Fuel prices have been extremely volatile in the recent past, are likely to continue to be volatile in the
future and depend on factors outside the control of the Company, such as:
expected and actual supply and demand for fuel;
political conditions;
laws and regulations related to environmental matters, including those mandating or incentivizing
alternative energy sources or otherwise addressing global climate change;
changes in pricing or production controls by OPEC;
technological advances affecting energy consumption and supply;
energy conservation efforts;
price and availability of alternative fuels; and
• weather.
A rapid decline in fuel prices could cause our inventory value to be higher than market, resulting in our
inventory being marked down to market or the inventory itself sold at lower prices. If fuel prices
increase, our customers may not be able to purchase as much fuel from us because of their credit limits,
which could also adversely impact their businesses sufficiently enough to cause them to be unable to
make payments owed to us for fuel purchased on credit. They may also choose to reduce the amount of
fuel they consume in their operations to reduce costs or to otherwise comply with new environmental
regulations to obtain incentives associated therewith. There would be no assurance that the volume of
orders from our customers would increase again or that we would be able to replace lost volumes with
new customers. In addition, if fuel prices increase, our own credit limits could prevent us from
purchasing enough fuel from our suppliers to meet our customers’ demands or could require us to use
so much cash for fuel purchases as to impair our liquidity.
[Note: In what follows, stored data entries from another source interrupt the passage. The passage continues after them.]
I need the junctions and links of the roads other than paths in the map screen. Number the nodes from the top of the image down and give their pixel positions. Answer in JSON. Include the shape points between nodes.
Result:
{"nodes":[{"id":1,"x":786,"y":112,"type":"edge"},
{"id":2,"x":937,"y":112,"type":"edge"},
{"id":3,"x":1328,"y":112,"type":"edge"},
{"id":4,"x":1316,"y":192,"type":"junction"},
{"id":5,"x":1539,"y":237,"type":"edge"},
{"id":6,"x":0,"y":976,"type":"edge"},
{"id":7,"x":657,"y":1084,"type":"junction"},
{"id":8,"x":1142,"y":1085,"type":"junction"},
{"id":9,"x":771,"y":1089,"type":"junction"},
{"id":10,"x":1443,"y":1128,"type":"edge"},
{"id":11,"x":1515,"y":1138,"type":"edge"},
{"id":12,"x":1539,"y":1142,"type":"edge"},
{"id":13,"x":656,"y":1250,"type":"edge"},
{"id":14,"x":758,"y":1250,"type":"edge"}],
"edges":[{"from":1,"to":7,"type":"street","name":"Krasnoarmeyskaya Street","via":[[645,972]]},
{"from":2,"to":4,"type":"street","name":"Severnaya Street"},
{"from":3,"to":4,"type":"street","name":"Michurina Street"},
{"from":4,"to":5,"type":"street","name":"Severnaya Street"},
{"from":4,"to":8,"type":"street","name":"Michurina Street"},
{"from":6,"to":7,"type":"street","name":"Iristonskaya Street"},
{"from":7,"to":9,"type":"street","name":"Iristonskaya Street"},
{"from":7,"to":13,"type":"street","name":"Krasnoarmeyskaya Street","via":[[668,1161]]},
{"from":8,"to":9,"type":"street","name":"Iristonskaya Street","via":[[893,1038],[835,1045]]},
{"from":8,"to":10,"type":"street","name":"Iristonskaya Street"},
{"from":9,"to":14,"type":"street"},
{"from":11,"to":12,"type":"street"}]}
We maintain fuel inventories for competitive reasons. Because fuel is a commodity, we have no control
over the changing market value of our inventory. Our inventory is valued using the average cost
methodology and is stated at the lower of average cost or market. Accordingly, if the market value of our
inventory was less than our average cost, we would record a write-down of inventory and a non-cash
charge to cost of revenue. In addition, we may not be able to sell our inventory at the market value or
average cost reflected in our financial statements at any given time.